*Records for the exercise*:
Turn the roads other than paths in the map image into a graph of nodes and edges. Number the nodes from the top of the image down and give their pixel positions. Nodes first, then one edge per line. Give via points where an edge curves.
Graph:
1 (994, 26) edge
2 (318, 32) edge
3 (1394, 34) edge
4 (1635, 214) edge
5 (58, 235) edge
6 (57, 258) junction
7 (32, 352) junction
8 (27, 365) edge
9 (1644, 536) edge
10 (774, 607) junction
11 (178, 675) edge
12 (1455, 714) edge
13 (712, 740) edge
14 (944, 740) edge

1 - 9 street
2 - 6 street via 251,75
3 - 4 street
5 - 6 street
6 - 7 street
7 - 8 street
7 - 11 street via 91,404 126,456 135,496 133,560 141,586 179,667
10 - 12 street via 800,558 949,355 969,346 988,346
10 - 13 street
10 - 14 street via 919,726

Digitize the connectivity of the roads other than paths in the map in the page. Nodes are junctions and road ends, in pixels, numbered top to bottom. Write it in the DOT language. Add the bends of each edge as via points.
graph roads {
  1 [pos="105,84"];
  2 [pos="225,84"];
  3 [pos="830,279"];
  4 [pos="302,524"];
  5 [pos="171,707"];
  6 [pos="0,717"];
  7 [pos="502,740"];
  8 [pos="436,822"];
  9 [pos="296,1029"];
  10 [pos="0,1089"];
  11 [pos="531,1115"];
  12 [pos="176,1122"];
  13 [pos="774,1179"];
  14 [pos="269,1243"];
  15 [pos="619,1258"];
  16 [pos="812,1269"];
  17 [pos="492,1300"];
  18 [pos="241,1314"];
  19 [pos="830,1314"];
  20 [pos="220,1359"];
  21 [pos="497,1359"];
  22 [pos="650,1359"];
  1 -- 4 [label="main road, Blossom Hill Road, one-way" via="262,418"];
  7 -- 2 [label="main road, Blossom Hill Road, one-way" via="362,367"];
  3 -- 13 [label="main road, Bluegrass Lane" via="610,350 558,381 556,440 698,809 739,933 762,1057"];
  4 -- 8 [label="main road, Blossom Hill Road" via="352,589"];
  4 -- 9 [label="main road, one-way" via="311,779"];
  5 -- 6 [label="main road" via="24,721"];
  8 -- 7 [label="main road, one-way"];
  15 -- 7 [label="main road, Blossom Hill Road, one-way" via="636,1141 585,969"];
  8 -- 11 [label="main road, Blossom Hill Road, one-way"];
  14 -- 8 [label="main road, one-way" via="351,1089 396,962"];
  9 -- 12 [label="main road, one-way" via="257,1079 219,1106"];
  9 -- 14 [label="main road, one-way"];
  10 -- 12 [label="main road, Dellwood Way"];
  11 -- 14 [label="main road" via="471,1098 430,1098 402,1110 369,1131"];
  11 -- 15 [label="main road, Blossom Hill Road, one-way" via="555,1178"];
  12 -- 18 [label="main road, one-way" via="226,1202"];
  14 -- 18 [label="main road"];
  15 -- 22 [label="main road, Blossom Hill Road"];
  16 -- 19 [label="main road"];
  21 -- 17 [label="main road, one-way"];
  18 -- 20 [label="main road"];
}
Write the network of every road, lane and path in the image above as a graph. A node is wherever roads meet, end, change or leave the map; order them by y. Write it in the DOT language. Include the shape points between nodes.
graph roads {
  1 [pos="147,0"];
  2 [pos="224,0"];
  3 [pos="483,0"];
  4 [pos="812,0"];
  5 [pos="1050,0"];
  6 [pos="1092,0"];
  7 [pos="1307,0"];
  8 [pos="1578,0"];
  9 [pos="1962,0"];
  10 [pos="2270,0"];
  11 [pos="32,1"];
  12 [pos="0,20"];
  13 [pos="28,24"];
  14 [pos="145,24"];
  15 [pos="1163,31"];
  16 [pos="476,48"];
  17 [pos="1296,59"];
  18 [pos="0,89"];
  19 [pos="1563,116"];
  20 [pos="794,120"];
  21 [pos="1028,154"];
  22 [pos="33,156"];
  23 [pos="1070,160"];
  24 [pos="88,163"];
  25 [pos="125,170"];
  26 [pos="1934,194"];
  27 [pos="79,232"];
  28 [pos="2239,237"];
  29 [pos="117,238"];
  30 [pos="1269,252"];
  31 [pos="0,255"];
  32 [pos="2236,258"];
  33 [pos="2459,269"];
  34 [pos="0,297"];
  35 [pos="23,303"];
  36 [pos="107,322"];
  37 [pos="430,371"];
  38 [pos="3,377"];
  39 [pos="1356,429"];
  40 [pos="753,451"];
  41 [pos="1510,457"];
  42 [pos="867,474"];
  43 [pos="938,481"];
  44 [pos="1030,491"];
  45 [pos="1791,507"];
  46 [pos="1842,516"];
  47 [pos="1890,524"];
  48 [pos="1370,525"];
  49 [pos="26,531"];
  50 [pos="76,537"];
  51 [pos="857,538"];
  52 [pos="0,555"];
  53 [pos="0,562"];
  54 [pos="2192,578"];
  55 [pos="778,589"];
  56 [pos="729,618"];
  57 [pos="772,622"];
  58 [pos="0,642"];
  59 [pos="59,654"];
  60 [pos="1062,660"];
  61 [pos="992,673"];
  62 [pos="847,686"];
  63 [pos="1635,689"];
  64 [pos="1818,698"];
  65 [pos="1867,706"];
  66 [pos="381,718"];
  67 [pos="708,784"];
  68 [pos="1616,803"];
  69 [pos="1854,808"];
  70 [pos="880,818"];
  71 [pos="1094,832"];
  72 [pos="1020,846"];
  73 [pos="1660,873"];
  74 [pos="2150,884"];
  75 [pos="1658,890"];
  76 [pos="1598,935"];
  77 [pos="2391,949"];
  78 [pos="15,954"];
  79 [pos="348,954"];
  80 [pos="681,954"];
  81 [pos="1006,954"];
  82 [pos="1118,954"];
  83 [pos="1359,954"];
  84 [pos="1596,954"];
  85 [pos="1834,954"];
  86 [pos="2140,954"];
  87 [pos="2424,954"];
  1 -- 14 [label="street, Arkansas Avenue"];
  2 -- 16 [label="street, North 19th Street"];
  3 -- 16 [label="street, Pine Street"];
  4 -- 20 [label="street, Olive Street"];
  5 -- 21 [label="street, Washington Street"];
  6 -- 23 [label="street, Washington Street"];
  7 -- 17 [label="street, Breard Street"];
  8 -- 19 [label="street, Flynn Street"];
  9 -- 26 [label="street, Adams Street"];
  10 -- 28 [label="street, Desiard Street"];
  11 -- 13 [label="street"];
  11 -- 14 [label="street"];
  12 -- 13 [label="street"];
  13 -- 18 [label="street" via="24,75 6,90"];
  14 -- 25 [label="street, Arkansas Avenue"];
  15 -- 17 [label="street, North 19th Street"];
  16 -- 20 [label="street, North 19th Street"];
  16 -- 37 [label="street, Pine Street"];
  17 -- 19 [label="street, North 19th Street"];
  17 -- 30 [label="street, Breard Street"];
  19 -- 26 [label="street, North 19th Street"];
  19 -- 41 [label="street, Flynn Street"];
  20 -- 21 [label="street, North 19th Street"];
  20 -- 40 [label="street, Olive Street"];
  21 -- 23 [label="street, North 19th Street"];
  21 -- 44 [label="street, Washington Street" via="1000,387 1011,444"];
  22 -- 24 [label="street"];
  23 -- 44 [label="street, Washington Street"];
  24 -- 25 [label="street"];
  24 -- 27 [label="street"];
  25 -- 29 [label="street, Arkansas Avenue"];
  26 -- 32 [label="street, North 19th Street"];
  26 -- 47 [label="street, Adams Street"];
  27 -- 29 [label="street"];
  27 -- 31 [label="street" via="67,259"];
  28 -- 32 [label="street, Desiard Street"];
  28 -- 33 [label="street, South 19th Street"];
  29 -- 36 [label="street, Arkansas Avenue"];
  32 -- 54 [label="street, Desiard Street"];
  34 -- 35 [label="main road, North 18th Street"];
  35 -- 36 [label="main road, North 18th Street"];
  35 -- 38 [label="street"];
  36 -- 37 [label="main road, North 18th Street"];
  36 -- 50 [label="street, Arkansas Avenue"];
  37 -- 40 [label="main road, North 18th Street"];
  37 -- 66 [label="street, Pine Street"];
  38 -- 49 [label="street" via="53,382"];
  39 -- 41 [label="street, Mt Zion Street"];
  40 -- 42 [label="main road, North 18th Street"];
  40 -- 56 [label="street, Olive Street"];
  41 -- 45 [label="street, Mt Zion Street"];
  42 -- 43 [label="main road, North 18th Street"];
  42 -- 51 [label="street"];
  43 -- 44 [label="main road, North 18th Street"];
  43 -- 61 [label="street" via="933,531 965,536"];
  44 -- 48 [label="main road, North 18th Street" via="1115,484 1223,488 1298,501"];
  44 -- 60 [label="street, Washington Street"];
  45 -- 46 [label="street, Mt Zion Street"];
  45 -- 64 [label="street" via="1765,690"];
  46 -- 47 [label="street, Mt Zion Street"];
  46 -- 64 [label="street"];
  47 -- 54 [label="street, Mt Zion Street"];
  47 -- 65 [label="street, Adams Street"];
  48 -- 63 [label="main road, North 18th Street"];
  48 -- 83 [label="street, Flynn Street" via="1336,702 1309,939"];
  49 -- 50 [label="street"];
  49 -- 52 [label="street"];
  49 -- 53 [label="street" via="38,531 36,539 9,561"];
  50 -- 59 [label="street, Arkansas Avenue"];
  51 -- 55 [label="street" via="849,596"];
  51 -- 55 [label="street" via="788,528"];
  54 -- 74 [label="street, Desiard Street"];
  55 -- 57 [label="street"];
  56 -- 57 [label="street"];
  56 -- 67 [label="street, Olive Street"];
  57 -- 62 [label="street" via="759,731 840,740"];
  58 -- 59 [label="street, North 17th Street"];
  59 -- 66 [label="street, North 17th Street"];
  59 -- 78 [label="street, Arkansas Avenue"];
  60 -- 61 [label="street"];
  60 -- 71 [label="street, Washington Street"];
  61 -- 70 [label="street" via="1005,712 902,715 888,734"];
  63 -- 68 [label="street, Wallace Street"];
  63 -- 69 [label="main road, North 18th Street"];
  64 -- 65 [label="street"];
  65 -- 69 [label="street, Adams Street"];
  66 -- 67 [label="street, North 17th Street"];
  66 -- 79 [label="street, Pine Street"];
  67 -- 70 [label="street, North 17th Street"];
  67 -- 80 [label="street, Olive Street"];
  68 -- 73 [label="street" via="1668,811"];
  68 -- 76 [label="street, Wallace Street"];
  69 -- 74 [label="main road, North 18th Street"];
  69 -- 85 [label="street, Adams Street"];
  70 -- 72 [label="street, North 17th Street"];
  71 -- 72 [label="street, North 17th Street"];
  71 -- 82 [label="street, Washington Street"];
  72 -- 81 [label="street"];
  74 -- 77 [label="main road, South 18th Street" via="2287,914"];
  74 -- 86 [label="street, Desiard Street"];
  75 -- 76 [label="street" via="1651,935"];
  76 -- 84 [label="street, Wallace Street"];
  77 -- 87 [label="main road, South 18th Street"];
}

*Exercise*:
Where a line of the data holds the word "language", copy that line.

*Output below*:
Digitize the connectivity of the roads other than paths in the map in the page. Nodes are junctions and road ends, in pixels, numbered top to bottom. Write it in the DOT language. Add the bends of each edge as via points.
Write the network of every road, lane and path in the image above as a graph. A node is wherever roads meet, end, change or leave the map; order them by y. Write it in the DOT language. Include the shape points between nodes.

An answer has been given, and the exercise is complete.